• Data supplied
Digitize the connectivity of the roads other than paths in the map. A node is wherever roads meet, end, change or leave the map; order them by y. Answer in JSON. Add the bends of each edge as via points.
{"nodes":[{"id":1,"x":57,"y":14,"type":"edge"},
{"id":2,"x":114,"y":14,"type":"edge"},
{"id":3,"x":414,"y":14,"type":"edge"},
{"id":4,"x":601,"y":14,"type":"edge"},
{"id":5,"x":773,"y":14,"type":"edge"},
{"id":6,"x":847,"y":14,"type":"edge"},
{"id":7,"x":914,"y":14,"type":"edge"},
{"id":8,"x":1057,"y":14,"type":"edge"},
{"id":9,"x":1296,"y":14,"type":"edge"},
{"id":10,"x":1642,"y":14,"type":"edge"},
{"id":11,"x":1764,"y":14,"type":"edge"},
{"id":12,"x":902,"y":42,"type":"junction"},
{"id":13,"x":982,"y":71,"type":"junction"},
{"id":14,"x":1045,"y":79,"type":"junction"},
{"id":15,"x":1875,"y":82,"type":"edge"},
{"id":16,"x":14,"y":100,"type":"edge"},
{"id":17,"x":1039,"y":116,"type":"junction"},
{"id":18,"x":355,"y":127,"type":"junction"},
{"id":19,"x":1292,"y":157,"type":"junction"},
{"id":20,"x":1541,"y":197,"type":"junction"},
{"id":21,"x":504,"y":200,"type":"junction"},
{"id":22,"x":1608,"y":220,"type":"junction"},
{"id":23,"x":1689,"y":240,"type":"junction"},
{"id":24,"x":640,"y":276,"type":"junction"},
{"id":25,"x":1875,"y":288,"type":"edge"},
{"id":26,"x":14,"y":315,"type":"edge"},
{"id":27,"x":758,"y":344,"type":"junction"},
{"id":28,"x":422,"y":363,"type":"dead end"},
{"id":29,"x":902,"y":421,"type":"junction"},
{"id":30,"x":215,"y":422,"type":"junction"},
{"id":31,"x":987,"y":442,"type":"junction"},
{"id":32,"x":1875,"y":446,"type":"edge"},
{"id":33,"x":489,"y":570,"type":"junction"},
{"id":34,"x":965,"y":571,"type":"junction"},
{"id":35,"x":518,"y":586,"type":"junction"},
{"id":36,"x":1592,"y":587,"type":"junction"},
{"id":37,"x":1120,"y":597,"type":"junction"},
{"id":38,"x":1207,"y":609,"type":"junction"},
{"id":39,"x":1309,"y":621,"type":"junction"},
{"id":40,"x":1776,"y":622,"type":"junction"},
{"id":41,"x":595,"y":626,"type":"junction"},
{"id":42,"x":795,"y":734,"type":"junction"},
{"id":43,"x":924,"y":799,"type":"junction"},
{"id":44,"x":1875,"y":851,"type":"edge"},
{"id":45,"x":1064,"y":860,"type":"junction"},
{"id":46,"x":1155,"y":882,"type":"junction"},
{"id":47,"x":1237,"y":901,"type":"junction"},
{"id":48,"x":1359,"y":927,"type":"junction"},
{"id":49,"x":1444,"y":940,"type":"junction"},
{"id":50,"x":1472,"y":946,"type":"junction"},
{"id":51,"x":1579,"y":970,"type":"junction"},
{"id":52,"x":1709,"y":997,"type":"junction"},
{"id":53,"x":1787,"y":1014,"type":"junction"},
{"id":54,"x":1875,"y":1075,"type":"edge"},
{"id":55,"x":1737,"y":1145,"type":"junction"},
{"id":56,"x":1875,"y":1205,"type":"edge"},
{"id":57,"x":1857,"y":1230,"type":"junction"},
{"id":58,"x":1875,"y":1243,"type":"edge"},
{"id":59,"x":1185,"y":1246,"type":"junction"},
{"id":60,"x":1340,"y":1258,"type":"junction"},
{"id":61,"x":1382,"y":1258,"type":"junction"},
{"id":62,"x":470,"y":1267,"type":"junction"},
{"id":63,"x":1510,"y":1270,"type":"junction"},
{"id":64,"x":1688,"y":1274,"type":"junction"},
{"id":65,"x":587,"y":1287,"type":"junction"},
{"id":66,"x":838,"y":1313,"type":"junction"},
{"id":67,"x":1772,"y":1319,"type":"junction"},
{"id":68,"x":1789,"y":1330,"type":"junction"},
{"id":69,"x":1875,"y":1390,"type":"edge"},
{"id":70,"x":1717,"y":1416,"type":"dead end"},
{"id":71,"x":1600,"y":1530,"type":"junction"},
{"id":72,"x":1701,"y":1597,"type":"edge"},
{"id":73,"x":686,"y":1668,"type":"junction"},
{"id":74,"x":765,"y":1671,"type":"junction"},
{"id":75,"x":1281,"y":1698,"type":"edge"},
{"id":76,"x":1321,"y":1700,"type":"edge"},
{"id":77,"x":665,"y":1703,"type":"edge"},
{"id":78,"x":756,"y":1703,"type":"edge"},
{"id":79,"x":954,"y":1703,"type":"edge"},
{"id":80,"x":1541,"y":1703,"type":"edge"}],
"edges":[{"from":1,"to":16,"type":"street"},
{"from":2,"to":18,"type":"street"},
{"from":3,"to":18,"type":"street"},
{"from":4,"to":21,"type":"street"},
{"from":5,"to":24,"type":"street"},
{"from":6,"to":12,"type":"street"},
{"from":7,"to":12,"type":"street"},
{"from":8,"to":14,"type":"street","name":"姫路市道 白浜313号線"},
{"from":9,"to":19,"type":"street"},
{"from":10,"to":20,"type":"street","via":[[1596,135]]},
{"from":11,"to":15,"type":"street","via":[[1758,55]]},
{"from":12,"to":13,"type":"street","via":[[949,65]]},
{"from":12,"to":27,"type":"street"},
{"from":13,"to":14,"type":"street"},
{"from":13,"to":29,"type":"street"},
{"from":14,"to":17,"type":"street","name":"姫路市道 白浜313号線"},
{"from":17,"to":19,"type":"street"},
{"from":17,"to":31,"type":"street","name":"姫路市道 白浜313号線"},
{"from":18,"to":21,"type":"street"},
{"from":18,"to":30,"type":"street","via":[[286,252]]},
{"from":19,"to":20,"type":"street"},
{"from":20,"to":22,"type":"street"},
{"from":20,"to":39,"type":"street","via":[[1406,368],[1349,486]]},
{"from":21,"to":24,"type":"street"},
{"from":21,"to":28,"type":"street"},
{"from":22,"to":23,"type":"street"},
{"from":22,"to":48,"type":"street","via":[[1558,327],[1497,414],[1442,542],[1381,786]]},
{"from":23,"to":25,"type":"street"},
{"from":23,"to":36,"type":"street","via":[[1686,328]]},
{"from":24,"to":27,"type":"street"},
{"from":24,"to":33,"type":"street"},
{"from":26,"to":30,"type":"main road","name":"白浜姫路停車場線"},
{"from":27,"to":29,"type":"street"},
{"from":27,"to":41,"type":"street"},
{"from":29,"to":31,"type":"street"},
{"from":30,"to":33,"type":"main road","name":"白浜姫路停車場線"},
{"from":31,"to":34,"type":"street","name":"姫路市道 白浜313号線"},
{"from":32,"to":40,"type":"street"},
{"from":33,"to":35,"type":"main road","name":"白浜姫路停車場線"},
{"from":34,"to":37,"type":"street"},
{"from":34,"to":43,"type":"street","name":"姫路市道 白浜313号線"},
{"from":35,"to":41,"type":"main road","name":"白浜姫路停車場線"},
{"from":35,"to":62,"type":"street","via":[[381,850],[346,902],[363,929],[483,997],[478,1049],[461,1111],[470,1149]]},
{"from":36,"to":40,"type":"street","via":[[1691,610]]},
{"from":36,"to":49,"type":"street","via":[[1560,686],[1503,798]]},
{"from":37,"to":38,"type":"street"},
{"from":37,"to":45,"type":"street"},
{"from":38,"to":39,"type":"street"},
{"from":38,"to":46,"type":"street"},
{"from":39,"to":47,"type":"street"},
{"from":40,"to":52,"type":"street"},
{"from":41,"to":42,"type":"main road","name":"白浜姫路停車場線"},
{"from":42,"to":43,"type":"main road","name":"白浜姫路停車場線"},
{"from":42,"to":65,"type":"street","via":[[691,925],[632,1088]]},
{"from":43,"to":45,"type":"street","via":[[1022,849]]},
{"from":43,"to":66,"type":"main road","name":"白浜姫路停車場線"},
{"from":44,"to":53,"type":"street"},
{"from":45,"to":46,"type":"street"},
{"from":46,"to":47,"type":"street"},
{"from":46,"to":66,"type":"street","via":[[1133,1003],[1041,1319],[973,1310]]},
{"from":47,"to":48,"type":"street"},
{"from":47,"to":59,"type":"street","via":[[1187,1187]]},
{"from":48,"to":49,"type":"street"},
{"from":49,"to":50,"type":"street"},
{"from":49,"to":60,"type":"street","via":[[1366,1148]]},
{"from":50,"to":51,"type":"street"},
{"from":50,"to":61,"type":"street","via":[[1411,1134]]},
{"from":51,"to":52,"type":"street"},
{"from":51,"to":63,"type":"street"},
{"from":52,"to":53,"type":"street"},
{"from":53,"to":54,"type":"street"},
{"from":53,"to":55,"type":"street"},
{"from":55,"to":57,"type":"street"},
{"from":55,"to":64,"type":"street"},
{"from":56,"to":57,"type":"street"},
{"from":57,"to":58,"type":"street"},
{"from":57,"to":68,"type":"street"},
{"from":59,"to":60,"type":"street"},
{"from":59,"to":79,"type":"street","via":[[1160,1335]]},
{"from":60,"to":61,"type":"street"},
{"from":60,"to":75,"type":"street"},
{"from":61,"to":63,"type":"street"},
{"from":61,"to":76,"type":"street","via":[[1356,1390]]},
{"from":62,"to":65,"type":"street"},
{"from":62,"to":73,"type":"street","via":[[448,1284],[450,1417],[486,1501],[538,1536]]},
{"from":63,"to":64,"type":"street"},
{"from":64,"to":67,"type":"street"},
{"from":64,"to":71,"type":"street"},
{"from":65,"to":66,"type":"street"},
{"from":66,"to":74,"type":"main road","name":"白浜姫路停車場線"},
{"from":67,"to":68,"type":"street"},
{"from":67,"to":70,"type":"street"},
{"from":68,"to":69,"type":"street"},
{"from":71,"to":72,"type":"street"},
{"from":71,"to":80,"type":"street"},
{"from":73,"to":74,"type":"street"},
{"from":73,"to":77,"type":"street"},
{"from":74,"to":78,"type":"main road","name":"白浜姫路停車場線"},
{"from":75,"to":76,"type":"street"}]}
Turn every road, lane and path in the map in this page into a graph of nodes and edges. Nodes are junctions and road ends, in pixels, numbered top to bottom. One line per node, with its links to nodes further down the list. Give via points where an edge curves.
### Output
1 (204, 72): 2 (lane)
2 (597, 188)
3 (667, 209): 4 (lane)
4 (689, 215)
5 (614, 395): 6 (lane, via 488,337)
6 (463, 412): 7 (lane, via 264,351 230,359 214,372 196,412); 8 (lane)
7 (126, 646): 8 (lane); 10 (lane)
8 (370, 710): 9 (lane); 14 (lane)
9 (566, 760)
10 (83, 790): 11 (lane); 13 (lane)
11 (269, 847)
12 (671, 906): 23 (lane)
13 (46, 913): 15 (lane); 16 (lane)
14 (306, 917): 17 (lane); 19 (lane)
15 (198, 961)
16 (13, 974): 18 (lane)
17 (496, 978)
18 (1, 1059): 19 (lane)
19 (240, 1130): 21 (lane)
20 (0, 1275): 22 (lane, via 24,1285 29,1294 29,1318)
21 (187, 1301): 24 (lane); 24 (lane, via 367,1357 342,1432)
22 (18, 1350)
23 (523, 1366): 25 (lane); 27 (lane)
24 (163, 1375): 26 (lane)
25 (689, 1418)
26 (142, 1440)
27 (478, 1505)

• Task prompt
What count of lines in the listing contain the word "白浜姫路停車場線"? Reply with the number only.

• Answer box
9